(DATA SHOWN Opens)

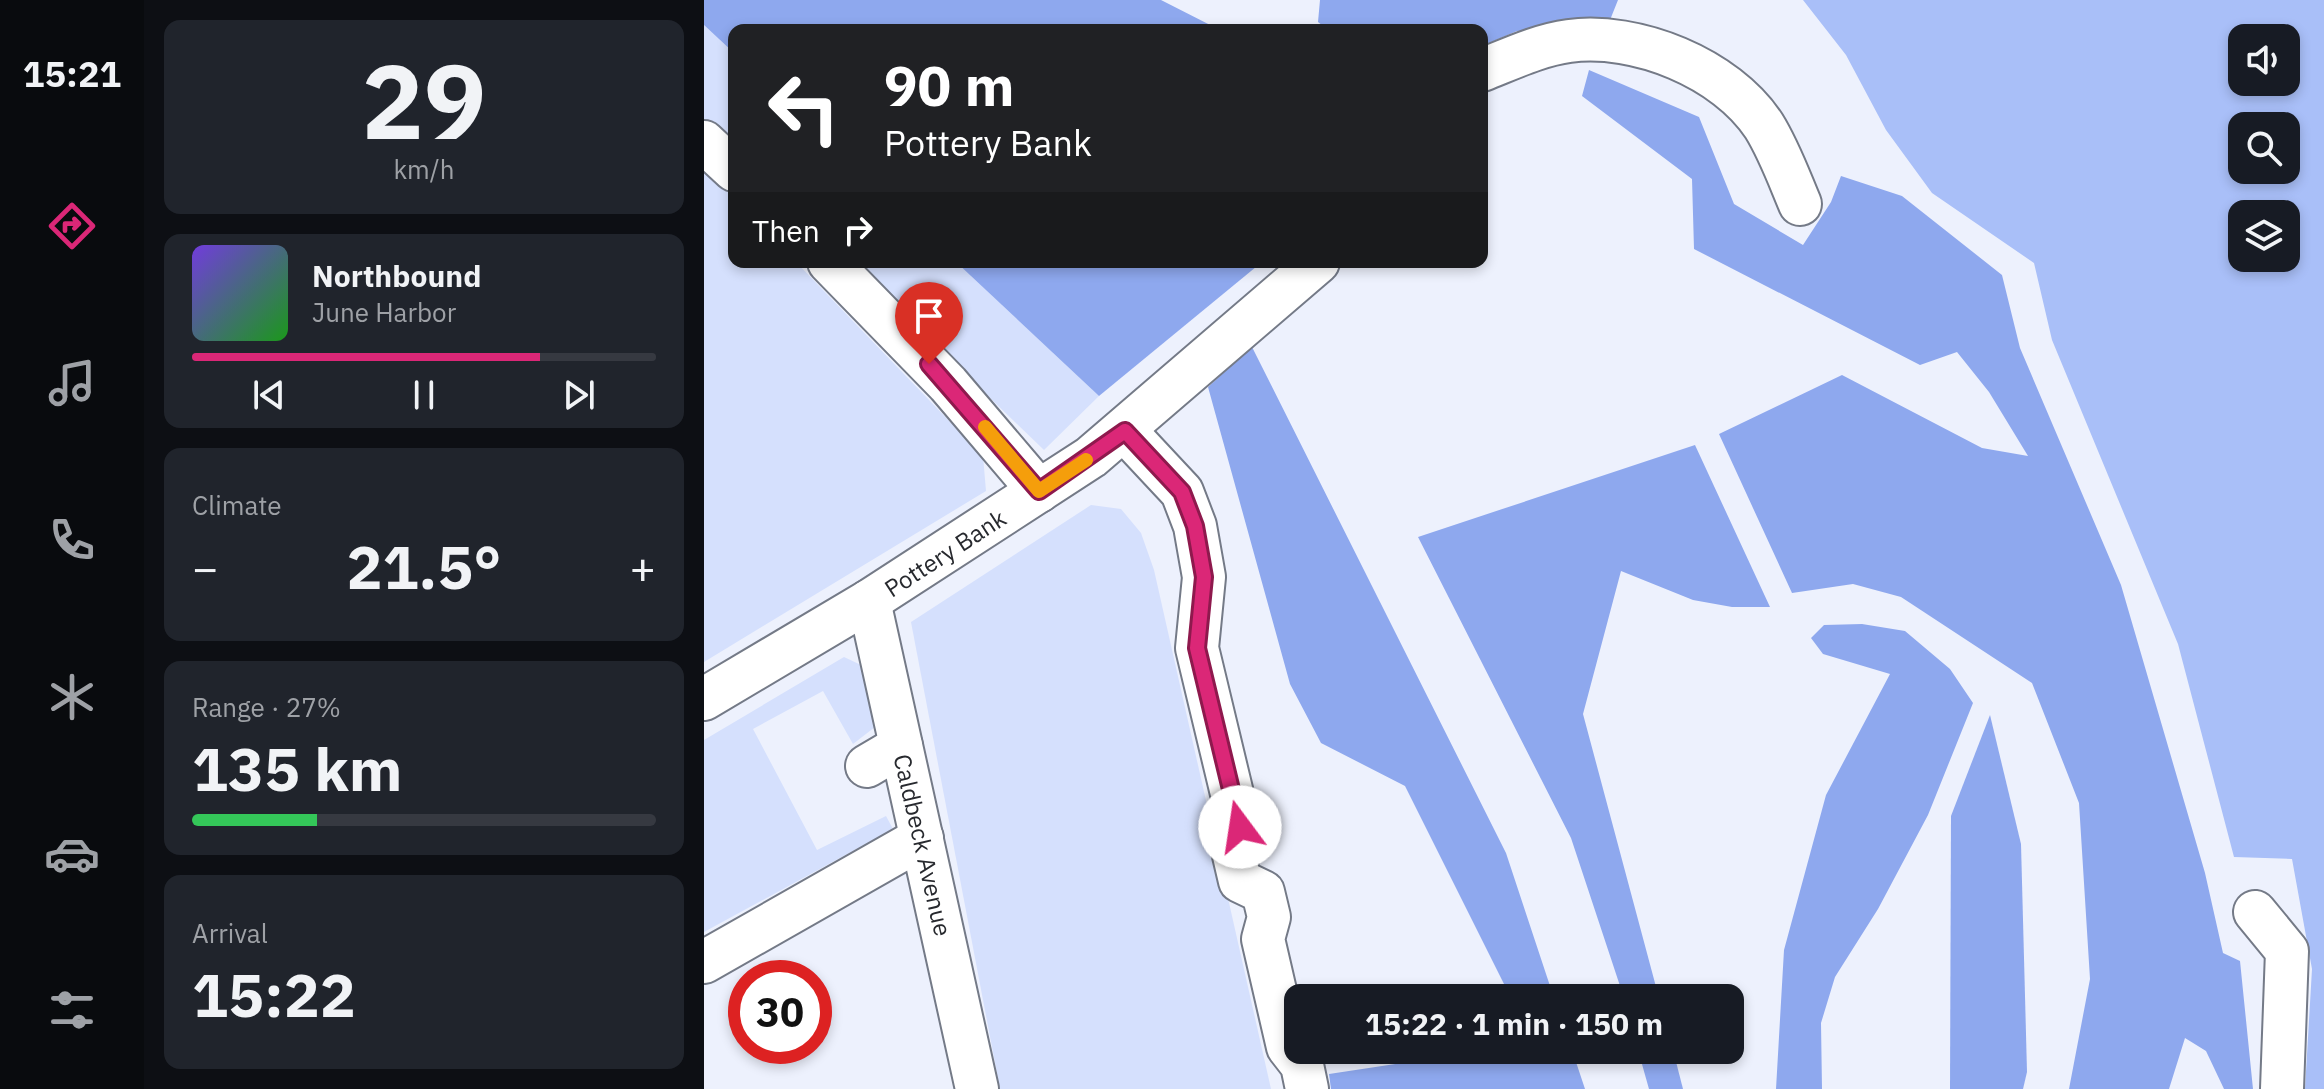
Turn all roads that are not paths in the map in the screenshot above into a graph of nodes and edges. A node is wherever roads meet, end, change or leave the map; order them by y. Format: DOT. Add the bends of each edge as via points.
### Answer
graph roads {
  1 [pos="1488,68"];
  2 [pos="704,142"];
  3 [pos="728,164"];
  4 [pos="1778,184"];
  5 [pos="835,268"];
  6 [pos="1311,268"];
  7 [pos="1125,431"];
  8 [pos="1039,491"];
  9 [pos="869,601"];
  10 [pos="704,699"];
  11 [pos="922,838"];
  12 [pos="2255,912"];
  13 [pos="704,962"];
  14 [pos="977,1089"];
  15 [pos="1307,1089"];
  16 [pos="2282,1089"];
  1 -- 4 [label="street" via="1567,41 1614,40 1647,48 1719,83 1743,102 1762,123"];
  2 -- 3 [label="street"];
  5 -- 8 [label="street" via="948,384"];
  6 -- 7 [label="street, Pottery Bank"];
  7 -- 8 [label="street, Pottery Bank"];
  7 -- 15 [label="street" via="1182,492 1195,526 1204,577 1195,637 1240,827 1233,851 1240,881 1263,892 1269,917 1263,939 1288,1047 1302,1065"];
  8 -- 9 [label="street, Pottery Bank"];
  9 -- 10 [label="street, Pottery Bank"];
  9 -- 11 [label="street, Caldbeck Avenue" via="884,756"];
  11 -- 13 [label="street"];
  11 -- 14 [label="street, Caldbeck Avenue"];
  12 -- 16 [label="street" via="2287,951"];
}
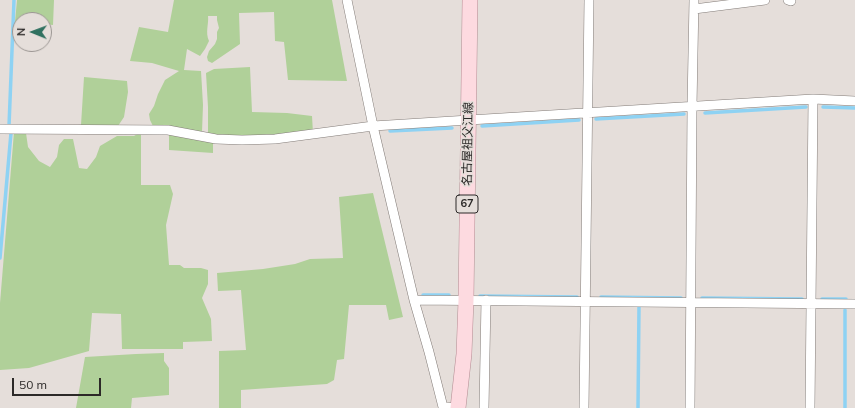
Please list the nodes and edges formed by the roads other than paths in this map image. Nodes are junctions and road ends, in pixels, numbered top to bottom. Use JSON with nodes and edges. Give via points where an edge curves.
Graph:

(DATA SHOWN Closes)

YOUR TASK: Go through the listing above and write it all out exactly, leaving out any picture.

WRITTEN ANSWER:
Turn all roads that are not paths in the map in the screenshot above into a graph of nodes and edges. A node is wherever roads meet, end, change or leave the map; order them by y. Format: DOT. Add the bends of each edge as via points.
### Answer
graph roads {
  1 [pos="1488,68"];
  2 [pos="704,142"];
  3 [pos="728,164"];
  4 [pos="1778,184"];
  5 [pos="835,268"];
  6 [pos="1311,268"];
  7 [pos="1125,431"];
  8 [pos="1039,491"];
  9 [pos="869,601"];
  10 [pos="704,699"];
  11 [pos="922,838"];
  12 [pos="2255,912"];
  13 [pos="704,962"];
  14 [pos="977,1089"];
  15 [pos="1307,1089"];
  16 [pos="2282,1089"];
  1 -- 4 [label="street" via="1567,41 1614,40 1647,48 1719,83 1743,102 1762,123"];
  2 -- 3 [label="street"];
  5 -- 8 [label="street" via="948,384"];
  6 -- 7 [label="street, Pottery Bank"];
  7 -- 8 [label="street, Pottery Bank"];
  7 -- 15 [label="street" via="1182,492 1195,526 1204,577 1195,637 1240,827 1233,851 1240,881 1263,892 1269,917 1263,939 1288,1047 1302,1065"];
  8 -- 9 [label="street, Pottery Bank"];
  9 -- 10 [label="street, Pottery Bank"];
  9 -- 11 [label="street, Caldbeck Avenue" via="884,756"];
  11 -- 13 [label="street"];
  11 -- 14 [label="street, Caldbeck Avenue"];
  12 -- 16 [label="street" via="2287,951"];
}
Please list the nodes and edges formed by the roads other than paths in this map image. Nodes are junctions and road ends, in pixels, numbered top to bottom. Use JSON with nodes and edges. Give via points where an edge curves.
Graph:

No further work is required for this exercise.